WHAT YOU ARE ASKED TO DO:
Nothing but the records, transcribed verbatim and stripped of images, should appear in the answer.

INPUT RECORDS:
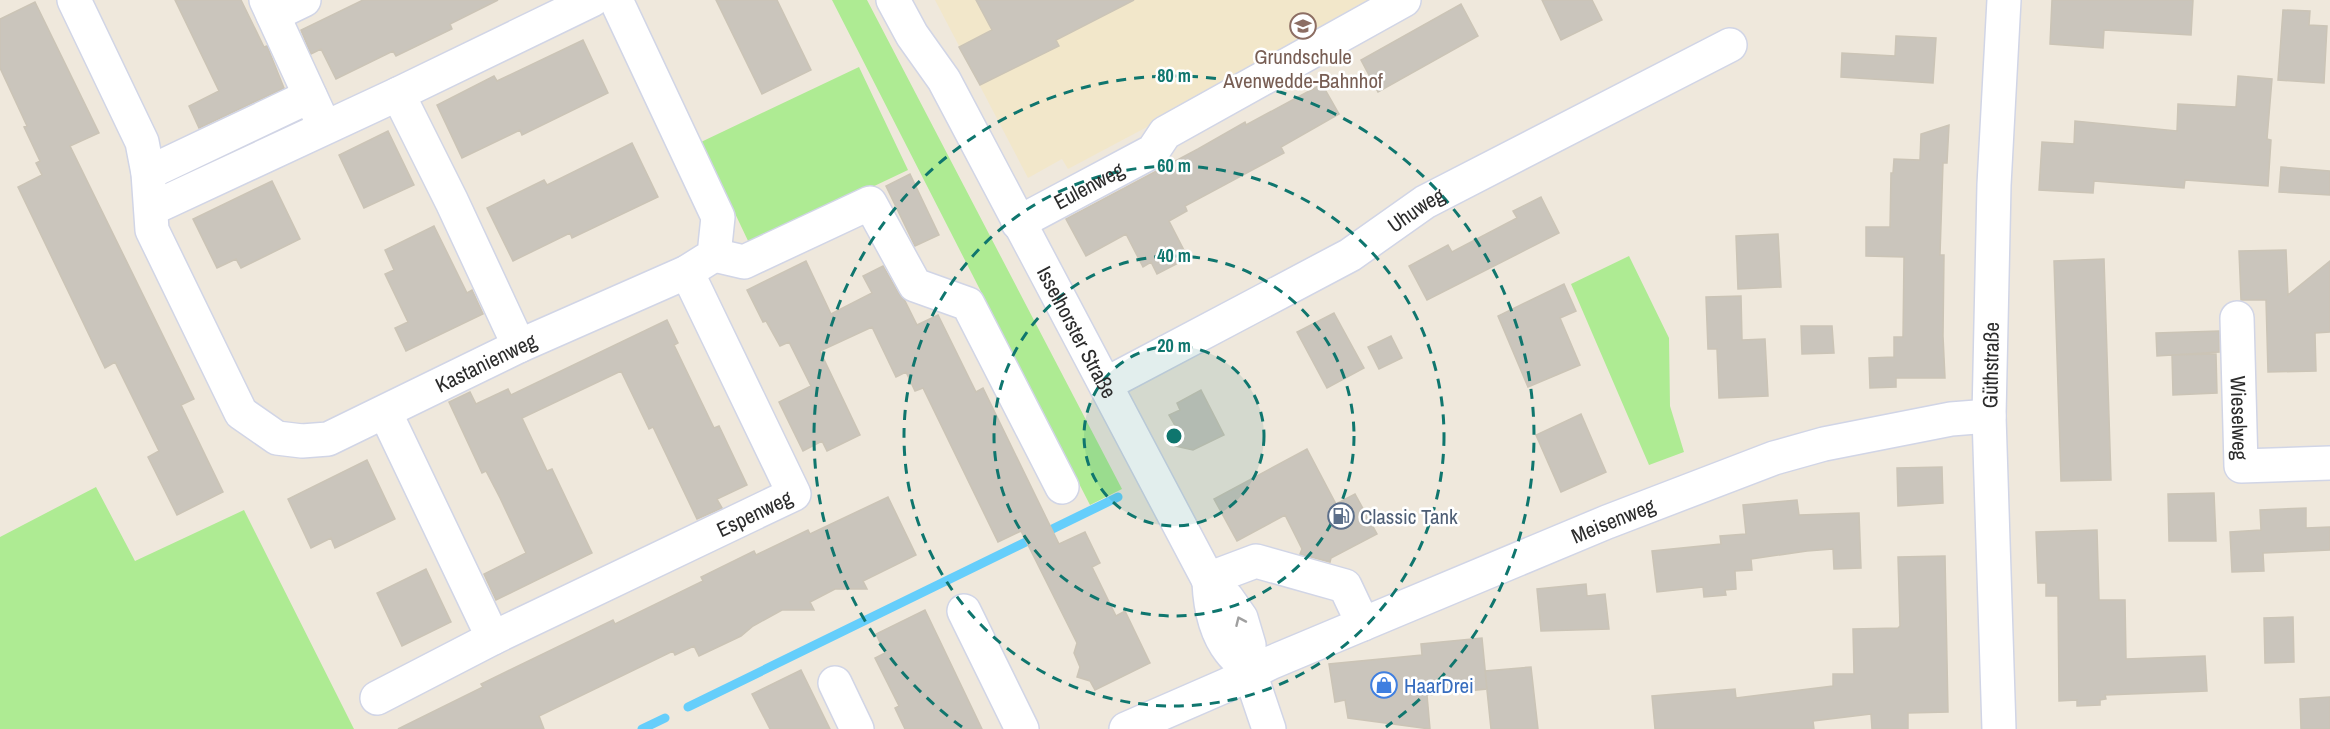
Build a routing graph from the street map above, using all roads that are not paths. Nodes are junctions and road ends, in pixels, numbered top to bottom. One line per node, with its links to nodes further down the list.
1 (74, 0): 15 (street, Kastanienweg)
2 (304, 0): 9 (street)
3 (592, 0): 12 (street)
4 (616, 0): 18 (street)
5 (893, 0): 11 (street, Isselhorster Straße)
6 (915, 0): 11 (street, Isselhorster Straße)
7 (1404, 0): 17 (street, Eulenweg)
8 (2004, 0): 23 (street, Güthstraße)
9 (269, 8): 13 (street)
10 (1730, 45): 21 (street, Uhuweg)
11 (944, 81): 17 (street, Isselhorster Straße)
12 (398, 94): 14 (street); 20 (street)
13 (310, 96): 14 (street); 15 (street)
14 (325, 128): 16 (street)
15 (148, 173): 16 (street, Kastanienweg)
16 (150, 209): 22 (street, Kastanienweg)
17 (1018, 223): 21 (street, Isselhorster Straße)
18 (700, 263): 20 (street, Kastanienweg); 25 (street); 29 (street, Espenweg)
19 (2237, 318): 24 (street, Wieselweg)
20 (519, 346): 22 (street, Kastanienweg)
21 (1106, 384): 26 (street, Isselhorster Straße)
22 (385, 412): 29 (street)
23 (1989, 416): 28 (street, Meisenweg); 37 (street, Güthstraße)
24 (2330, 463)
25 (1062, 487)
26 (1209, 580): 28 (street); 30 (street, Isselhorster Straße)
27 (964, 611): 34 (street)
28 (1363, 624): 30 (street, Meisenweg)
29 (494, 638): 32 (street, Espenweg)
30 (1250, 672): 35 (street, Meisenweg); 36 (street, Isselhorster Straße)
31 (835, 683): 33 (street)
32 (377, 698)
33 (857, 729)
34 (1022, 729)
35 (1126, 729)
36 (1269, 729)
37 (2000, 729)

RESULT FOR THIS TASK:
Build a routing graph from the street map above, using all roads that are not paths. Nodes are junctions and road ends, in pixels, numbered top to bottom. One line per node, with its links to nodes further down the list.
1 (74, 0): 15 (street, Kastanienweg)
2 (304, 0): 9 (street)
3 (592, 0): 12 (street)
4 (616, 0): 18 (street)
5 (893, 0): 11 (street, Isselhorster Straße)
6 (915, 0): 11 (street, Isselhorster Straße)
7 (1404, 0): 17 (street, Eulenweg)
8 (2004, 0): 23 (street, Güthstraße)
9 (269, 8): 13 (street)
10 (1730, 45): 21 (street, Uhuweg)
11 (944, 81): 17 (street, Isselhorster Straße)
12 (398, 94): 14 (street); 20 (street)
13 (310, 96): 14 (street); 15 (street)
14 (325, 128): 16 (street)
15 (148, 173): 16 (street, Kastanienweg)
16 (150, 209): 22 (street, Kastanienweg)
17 (1018, 223): 21 (street, Isselhorster Straße)
18 (700, 263): 20 (street, Kastanienweg); 25 (street); 29 (street, Espenweg)
19 (2237, 318): 24 (street, Wieselweg)
20 (519, 346): 22 (street, Kastanienweg)
21 (1106, 384): 26 (street, Isselhorster Straße)
22 (385, 412): 29 (street)
23 (1989, 416): 28 (street, Meisenweg); 37 (street, Güthstraße)
24 (2330, 463)
25 (1062, 487)
26 (1209, 580): 28 (street); 30 (street, Isselhorster Straße)
27 (964, 611): 34 (street)
28 (1363, 624): 30 (street, Meisenweg)
29 (494, 638): 32 (street, Espenweg)
30 (1250, 672): 35 (street, Meisenweg); 36 (street, Isselhorster Straße)
31 (835, 683): 33 (street)
32 (377, 698)
33 (857, 729)
34 (1022, 729)
35 (1126, 729)
36 (1269, 729)
37 (2000, 729)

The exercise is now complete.